USD/JPY – The pair looked set to break out of its range-bound trade to the downside on Friday as it dipped to 107.07 early in the session. However, the pair reversed off that level and finished at the top of the recent range, just shy of the 108.00 level. The reduced U.S.-China tensions were responsible for it and the pair could continue higher when trading resumes on Monday.



Metals – Precious metals gained Friday as traders awaited the news conference with President Trump that’s expected to see the U.S. reintroduce sanctions against the country in retaliation for the recently passed national security laws that have effectively removed the autonomy of Hong Kong. August gold rose $23.40, or about 1.4%, to $1,751.70 an ounce. Gold tacked on 3.4% for the month. Meanwhile, July silver picked up $0.53, or 3%, to end at $18.499 an ounce. For the month, it gained nearly 24%, its best monthly performance since April 2011.

Oil – Crude markets reversed course and soared higher on Friday after President Trump indicated that the U.S. will not be pulling out of the phase 1 trade deal with China. West Texas Intermediate crude for July delivery rose $1.78, or 5.3%, to settle at $35.49 a barrel, while global benchmark Brent crude saw its July contract tack on $0.04, or 0.1%, to end at $35.33 a barrel.



FTSE 100 – London’s benchmark equity index outpaced losses across Europe on Friday, falling 2.29% on the day. Travel stocks, which were leading the way higher earlier in the week, led losses on Friday. Shares of Carnival fell 10.68% and easyJet was down 8.11%. Also falling were shares of aircraft engine manufacturer Rolls Royce, which was the worst performer in the FTSE 100 as it dropped 14.86%.

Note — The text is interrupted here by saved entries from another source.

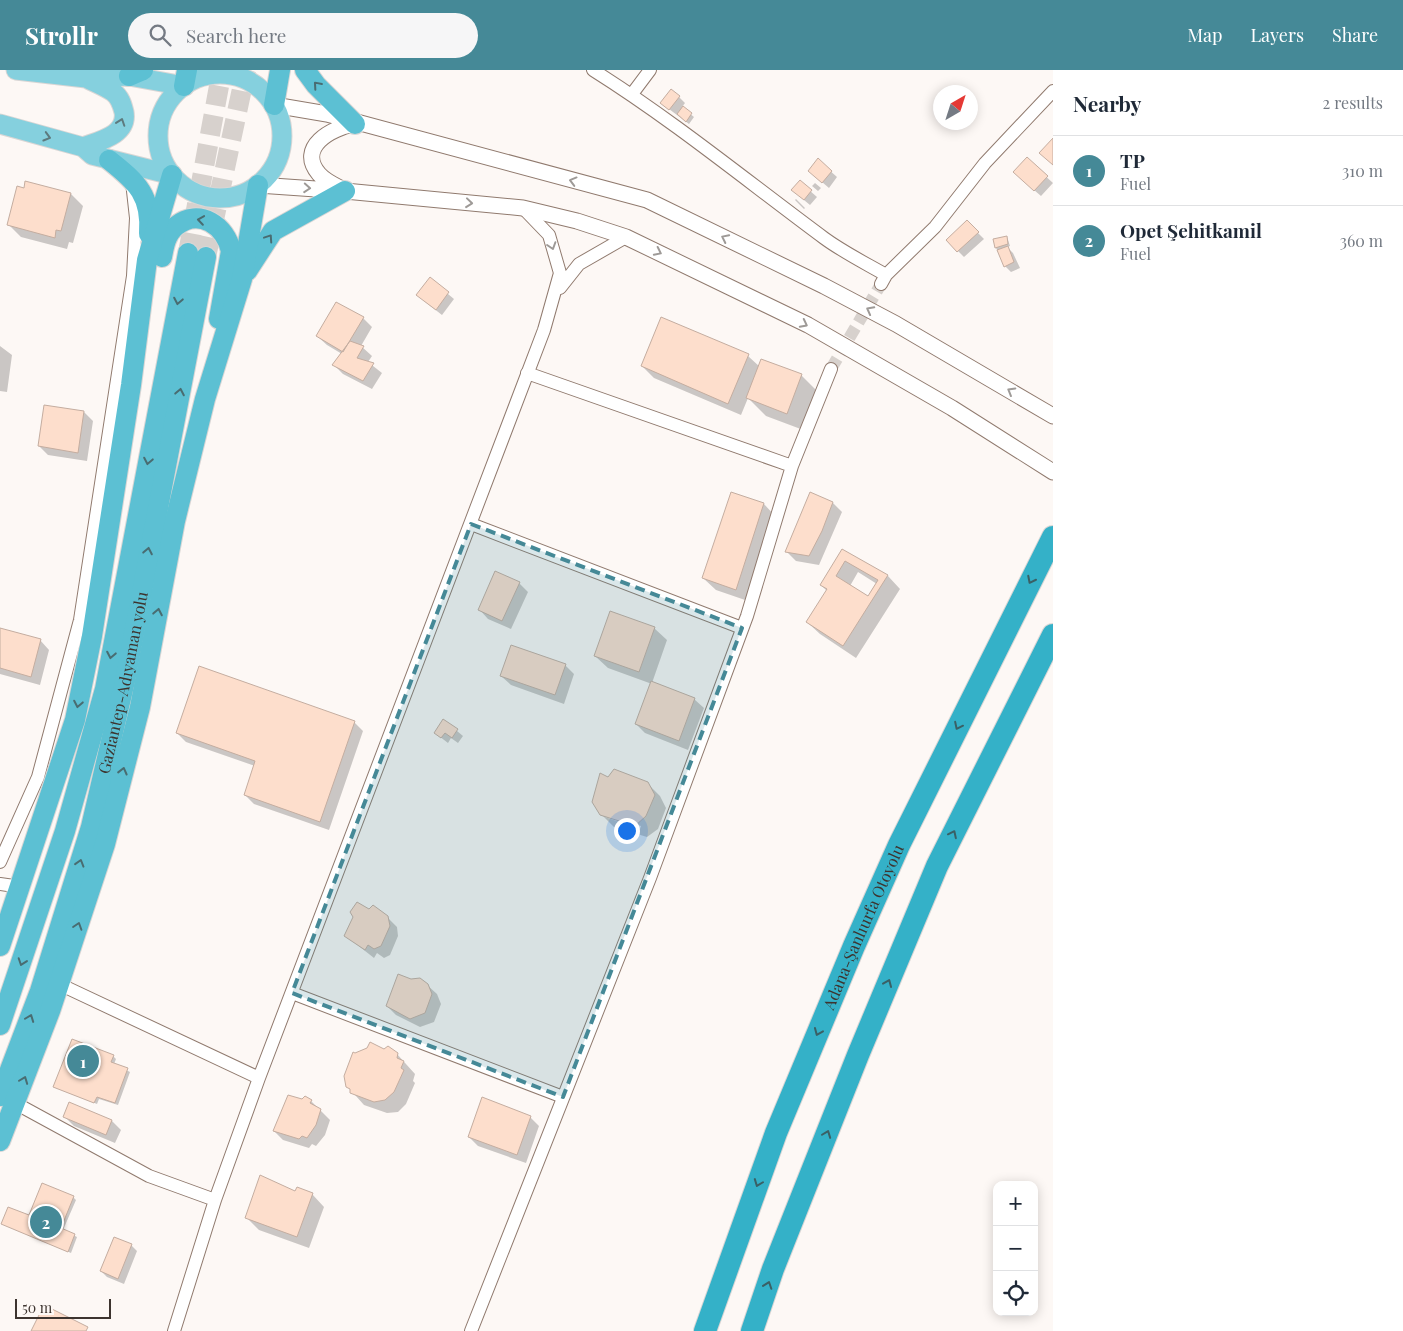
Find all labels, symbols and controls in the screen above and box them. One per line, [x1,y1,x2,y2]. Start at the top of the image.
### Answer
search box [128,13,478,58]
text: Strollr [25,19,98,51]
icon: search [146,21,174,49]
text: Search here [186,22,286,48]
text: Map [1187,23,1222,47]
text: Layers [1250,23,1304,47]
text: Share [1332,23,1378,47]
one-way arrow [314,82,323,91]
north arrow [933,85,978,130]
text: Nearby [1073,89,1142,117]
text: 2 results [1323,92,1383,113]
one-way arrow [116,118,126,127]
one-way arrow [42,131,51,142]
text: TP [1120,147,1145,173]
text: 1 [1086,160,1092,181]
text: 310 m [1342,160,1383,181]
text: Fuel [1120,173,1151,194]
one-way arrow [570,176,578,186]
one-way arrow [303,183,311,194]
one-way arrow [465,197,473,208]
one-way arrow [197,215,205,226]
text: Opet Şehitkamil [1120,217,1262,243]
text: 2 [1085,230,1093,251]
text: 360 m [1340,230,1383,251]
one-way arrow [721,234,730,244]
one-way arrow [263,235,272,244]
one-way arrow [547,241,557,249]
text: Fuel [1120,243,1151,264]
one-way arrow [653,246,662,256]
one-way arrow [174,297,184,306]
one-way arrow [866,306,875,316]
one-way arrow [799,318,808,328]
one-way arrow [174,387,184,396]
one-way arrow [1007,388,1016,398]
one-way arrow [143,457,154,465]
one-way arrow [143,547,153,556]
one-way arrow [1027,575,1037,584]
street label: Gaziantep-Adıyaman yolu [93,590,152,776]
one-way arrow [152,607,162,616]
one-way arrow [107,651,117,659]
one-way arrow [73,700,84,709]
one-way arrow [954,721,964,730]
one-way arrow [118,767,128,775]
your location [614,818,640,844]
one-way arrow [947,830,957,839]
street label: Adana-Şanlıurfa Otoyolu [817,841,908,1014]
one-way arrow [74,860,84,868]
one-way arrow [72,923,82,931]
one-way arrow [18,957,28,966]
one-way arrow [882,979,892,988]
one-way arrow [24,1014,34,1023]
one-way arrow [813,1027,824,1036]
pin: 1 [67,1042,99,1080]
one-way arrow [18,1076,28,1084]
one-way arrow [821,1130,831,1138]
one-way arrow [754,1179,764,1187]
map controls [993,1181,1038,1316]
button: + [993,1181,1038,1226]
pin: 2 [30,1203,62,1241]
button: − [993,1226,1038,1271]
button: locate [993,1271,1038,1316]
one-way arrow [762,1281,772,1290]
scale bar [15,1296,111,1319]
text: 50 m [22,1298,52,1317]

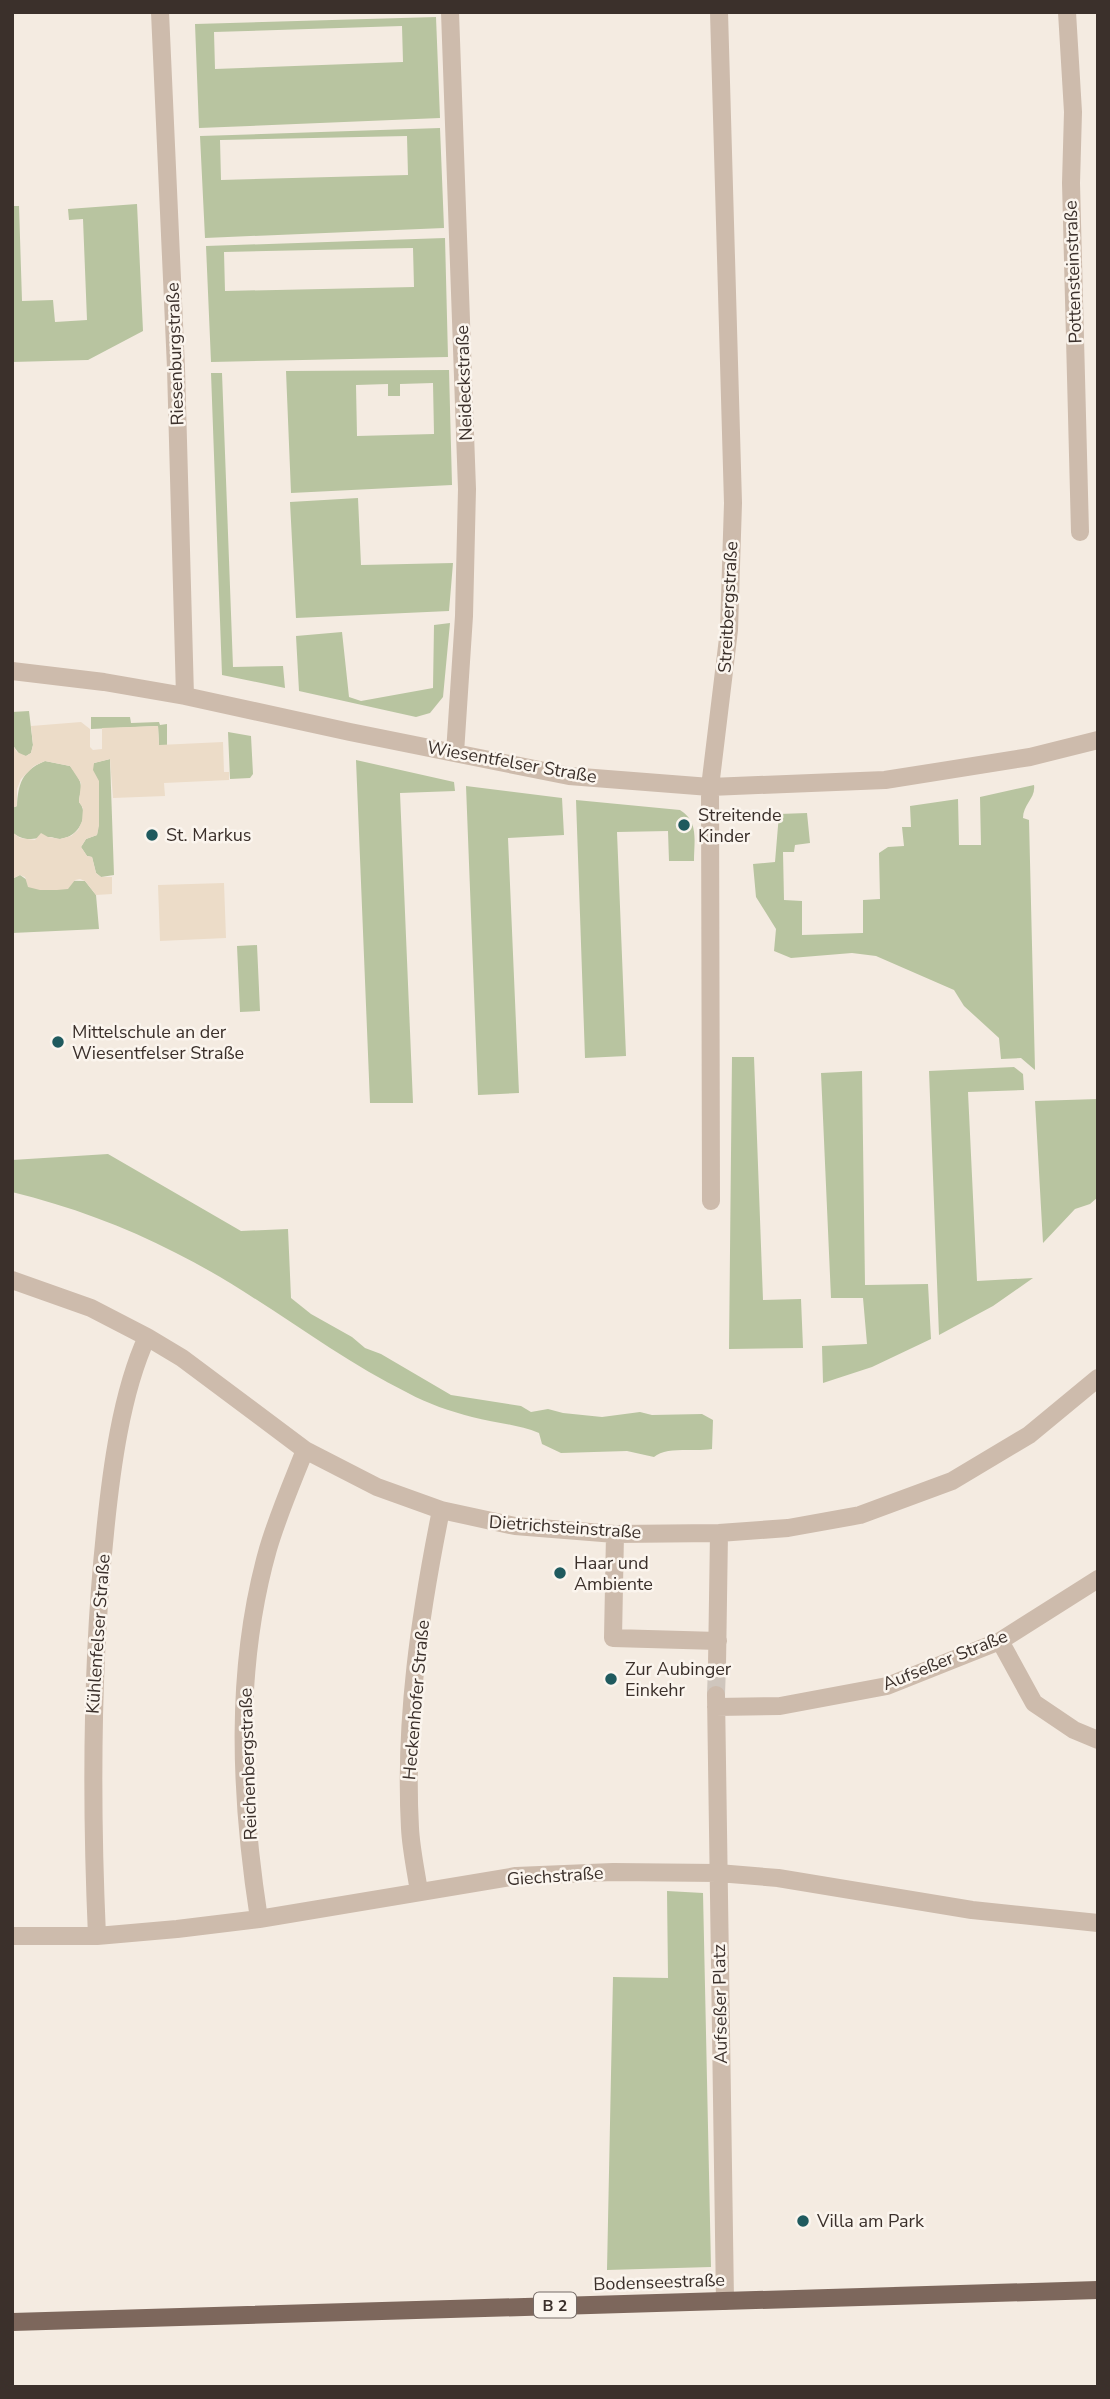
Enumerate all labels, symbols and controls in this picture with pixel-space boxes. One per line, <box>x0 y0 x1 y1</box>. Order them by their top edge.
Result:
street label: Pottensteinstraße <box>1059 200 1087 344</box>
street label: Riesenburgstraße <box>161 282 189 426</box>
street label: Neideckstraße <box>450 325 478 441</box>
street label: Streitbergstraße <box>713 540 743 674</box>
street label: Wiesentfelser Straße <box>425 735 599 789</box>
place label: Streitende Kinder <box>698 803 782 848</box>
marker: Streitende Kinder <box>676 817 692 833</box>
place label: St. Markus <box>166 823 251 847</box>
marker: St. Markus <box>144 827 160 843</box>
place label: Mittelschule an der Wiesentfelser Straße <box>72 1020 244 1065</box>
marker: Mittelschule an der Wiesentfelser Straße <box>50 1034 66 1050</box>
street label: Dietrichsteinstraße <box>488 1510 642 1544</box>
place label: Haar und Ambiente <box>574 1551 653 1596</box>
street label: Kühlenfelser Straße <box>80 1553 116 1715</box>
marker: Haar und Ambiente <box>552 1565 568 1581</box>
street label: Heckenhofer Straße <box>397 1619 435 1781</box>
street label: Aufseßer Straße <box>879 1624 1011 1696</box>
place label: Zur Aubinger Einkehr <box>625 1657 732 1702</box>
marker: Zur Aubinger Einkehr <box>603 1671 619 1687</box>
street label: Reichenbergstraße <box>233 1687 263 1841</box>
street label: Giechstraße <box>506 1861 604 1891</box>
street label: Aufseßer Platz <box>707 1944 733 2064</box>
place label: Villa am Park <box>816 2209 925 2233</box>
marker: Villa am Park <box>795 2213 811 2229</box>
street label: Bodenseestraße <box>593 2268 725 2296</box>
road number: B 2 <box>534 2292 576 2318</box>

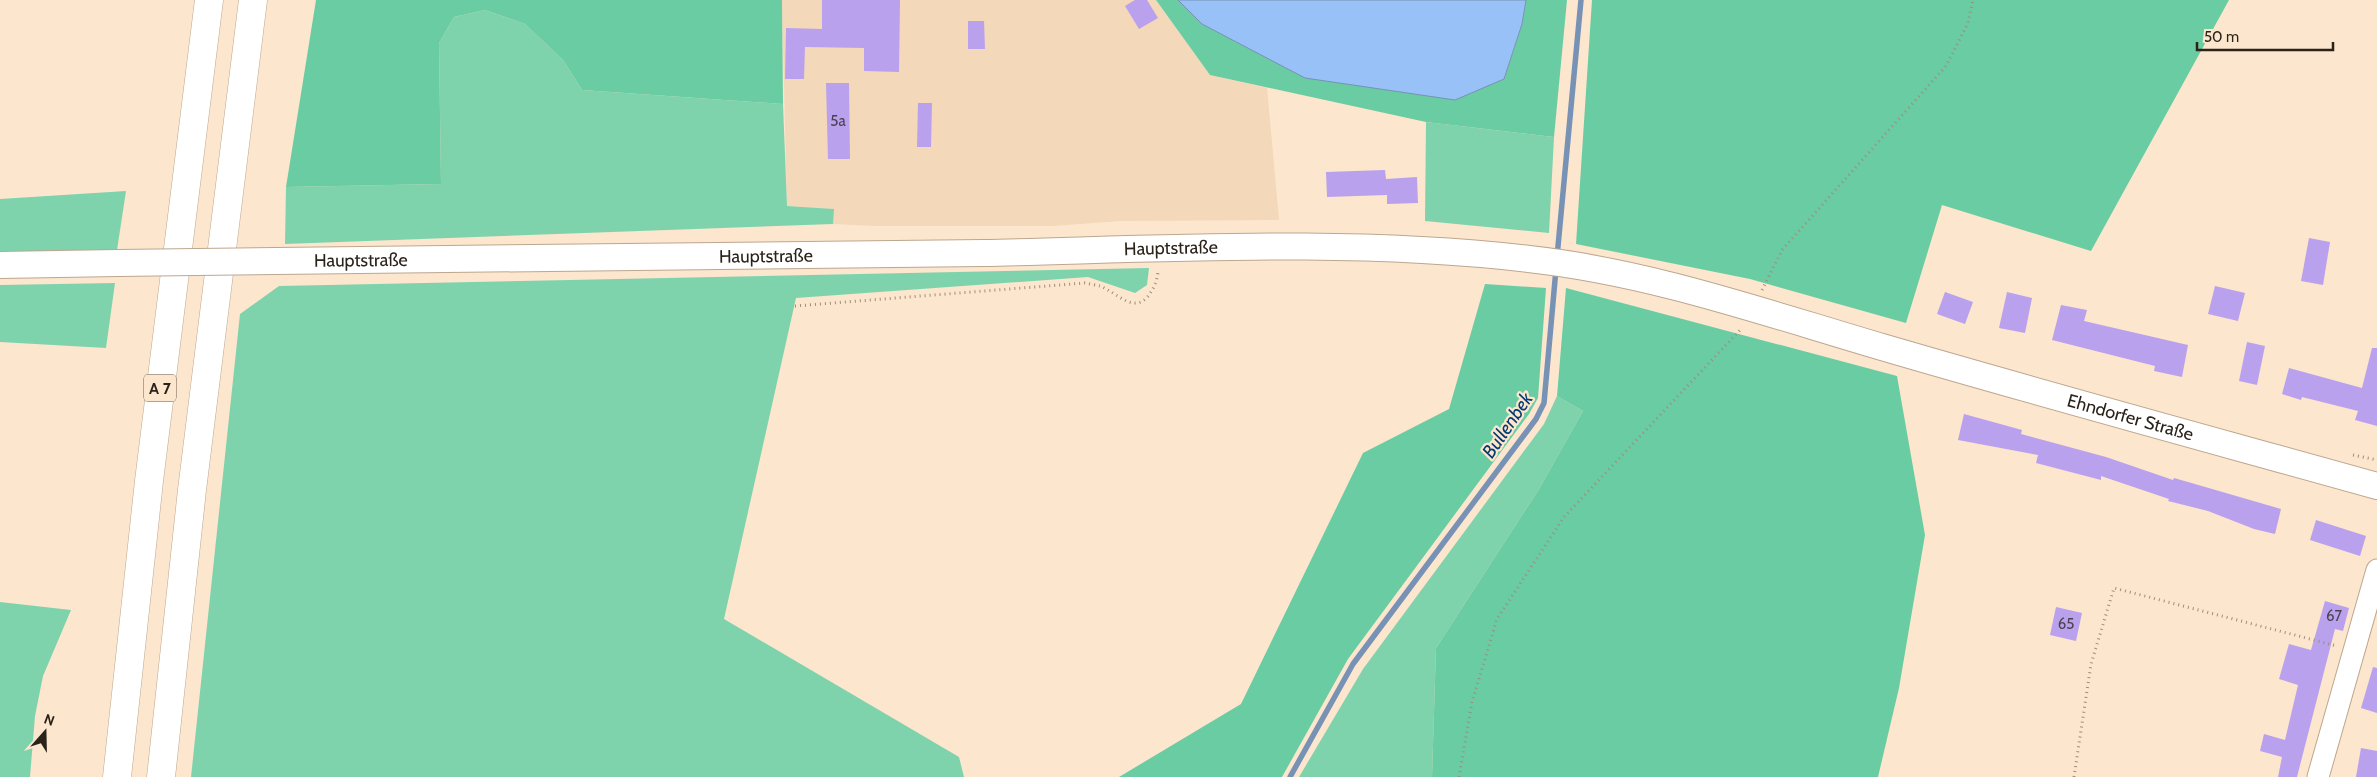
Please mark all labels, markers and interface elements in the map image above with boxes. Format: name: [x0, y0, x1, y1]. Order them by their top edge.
scale bar: [2197, 20, 2333, 52]
text: 50 m: [2204, 28, 2239, 46]
house number: 5a: [830, 112, 846, 130]
street label: Hauptstraße: [1124, 236, 1218, 260]
street label: Hauptstraße: [719, 245, 813, 268]
street label: Hauptstraße: [314, 249, 408, 272]
road number: A 7: [144, 374, 176, 402]
water label: Bullenbek: [1477, 387, 1538, 462]
street label: Ehndorfer Straße: [2065, 389, 2196, 446]
house number: 67: [2326, 607, 2342, 625]
house number: 65: [2058, 615, 2074, 633]
north arrow: [20, 707, 70, 757]
text: N: [42, 710, 57, 730]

S&P/ASX 200 – The Australian benchmark equity index led losses across Asia on Friday as it fell 1.63%, but that didn’t stop it from posting a weekly gain of 4.7% as banks have led gains on the index for much of the week. By the close, on Thursday the big four banks were up an average of 18.3%. Not so on Friday as the big four banks were leading losses, not gains. At the close ANZ was 4.54% lower, while NAB fell 5.22%, Commonwealth Bank lost 3.01%, and Westpac traded 6.36% lower making it the third worst performer on the index for the day.


Boeing – It’s been a heck of a ride for Boeing investors in May. After beginning the month at $127.11 a share the stock dropped almost 10% to a low of $117.78 on May 14. Since then shares have rallied strongly on optimism over easing lockdowns, the reopening of global economies, and news of the resumption of MAX 737 production. By the close, on Thursday May 28 shares were up to $149.82 for a gain of roughly 25% in just two weeks. Friday saw some of the optimism draining from investors however as they awaited commentary from President Trump regarding the situation in Hong Kong, with expectations for the President to adopt a hard-line stance against Beijing that could severely hurt trade between the U.S. and both mainland China and Hong Kong. Shares were down 2.65% at the close, with more potential losses coming when markets reopen on Monday. Given the current situation, with travel and tourism at a near standstill and not expected to recover for some time, the losses for Boeing shouldn’t be a surprise.